Example #1
0
def load_embedding(fname,
                   format="word2vec_bin",
                   normalize=True,
                   lower=False,
                   clean_words=False,
                   load_kwargs={}):
    """
    Loads embeddings from file

    Parameters
    ----------
    fname: string
      Path to file containing embedding

    format: string
      Format of the embedding. Possible values are:
      'word2vec_bin', 'word2vec', 'glove', 'dict'

    normalize: bool, default: True
      If true will normalize all vector to unit length

    clean_words: bool, default: True
      If true will only keep alphanumeric characters and "_", "-"
      Warning: shouldn't be applied to embeddings with non-ascii characters

    load_kwargs:
      Additional parameters passed to load function.
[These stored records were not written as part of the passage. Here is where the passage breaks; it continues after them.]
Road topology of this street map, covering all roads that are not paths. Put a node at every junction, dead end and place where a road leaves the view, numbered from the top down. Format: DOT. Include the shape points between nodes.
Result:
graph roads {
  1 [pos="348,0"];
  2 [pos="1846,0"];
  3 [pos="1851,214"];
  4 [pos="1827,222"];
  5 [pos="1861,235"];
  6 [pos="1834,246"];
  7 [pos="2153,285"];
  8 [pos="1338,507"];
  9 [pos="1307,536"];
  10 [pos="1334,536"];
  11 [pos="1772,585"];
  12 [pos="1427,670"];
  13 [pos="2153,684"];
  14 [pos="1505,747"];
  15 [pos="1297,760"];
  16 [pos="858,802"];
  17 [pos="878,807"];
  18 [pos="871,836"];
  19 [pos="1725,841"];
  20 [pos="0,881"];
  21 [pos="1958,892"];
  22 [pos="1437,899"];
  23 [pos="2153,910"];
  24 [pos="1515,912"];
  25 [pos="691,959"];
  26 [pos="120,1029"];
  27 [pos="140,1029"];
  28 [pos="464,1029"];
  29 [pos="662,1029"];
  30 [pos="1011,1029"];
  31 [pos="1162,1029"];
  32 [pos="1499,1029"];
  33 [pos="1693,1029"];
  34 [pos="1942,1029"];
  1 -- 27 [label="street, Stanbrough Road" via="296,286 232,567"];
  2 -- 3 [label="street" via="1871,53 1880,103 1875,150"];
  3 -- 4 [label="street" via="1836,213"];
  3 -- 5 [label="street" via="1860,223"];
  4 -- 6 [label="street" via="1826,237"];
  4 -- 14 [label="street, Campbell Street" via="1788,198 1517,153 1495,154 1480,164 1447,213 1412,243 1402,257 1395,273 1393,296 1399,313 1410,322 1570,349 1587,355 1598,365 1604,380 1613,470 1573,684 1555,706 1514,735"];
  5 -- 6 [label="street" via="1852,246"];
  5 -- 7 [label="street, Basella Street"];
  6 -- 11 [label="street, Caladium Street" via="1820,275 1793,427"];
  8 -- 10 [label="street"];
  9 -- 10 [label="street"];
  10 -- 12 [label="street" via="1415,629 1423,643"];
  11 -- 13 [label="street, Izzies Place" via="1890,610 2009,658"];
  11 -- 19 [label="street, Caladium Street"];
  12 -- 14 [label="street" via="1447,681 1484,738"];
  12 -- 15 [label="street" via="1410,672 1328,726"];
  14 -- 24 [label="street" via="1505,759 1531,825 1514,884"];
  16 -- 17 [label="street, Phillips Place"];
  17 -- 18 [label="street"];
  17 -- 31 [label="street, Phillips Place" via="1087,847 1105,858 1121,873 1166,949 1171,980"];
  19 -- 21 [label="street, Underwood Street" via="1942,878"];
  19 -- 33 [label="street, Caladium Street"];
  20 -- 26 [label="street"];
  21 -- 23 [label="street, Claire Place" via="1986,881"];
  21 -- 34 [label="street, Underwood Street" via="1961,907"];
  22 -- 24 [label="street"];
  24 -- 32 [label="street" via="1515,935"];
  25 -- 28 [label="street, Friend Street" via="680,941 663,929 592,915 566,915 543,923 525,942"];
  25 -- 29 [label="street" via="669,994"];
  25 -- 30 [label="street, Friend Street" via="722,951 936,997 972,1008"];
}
Mostly useful for 'glove' format where you
      should pass vocab_size and dim.
    """
    assert format in ['word2vec_bin', 'word2vec', 'glove',
                      'dict'], "Unrecognized format"
    if format == "word2vec_bin":
        #        w = Embedding.from_word2vec(fname, binary=True)
        #        w = KeyedVectors.load_word2vec_format('/home/boros/web_data/embeddings/GoogleNews-vectors-negative300.bin.gz', binary=True)
        w = KeyedVectors.load_word2vec_format(fname, binary=True)
    elif format == "word2vec":
        w = Embedding.from_word2vec(fname, binary=False)
    elif format == "glove":
        w = Embedding.from_glove(fname, **load_kwargs)
    elif format == "dict":
        d = pickle.load(open(fname, "rb"), encoding='latin1')
        w = Embedding.from_dict(d)


#    if normalize:
#        w.normalize_words(inplace=True)
#    if lower or clean_words:
#        w.standardize_words(lower=lower, clean_words=clean_words, inplace=True)
    return w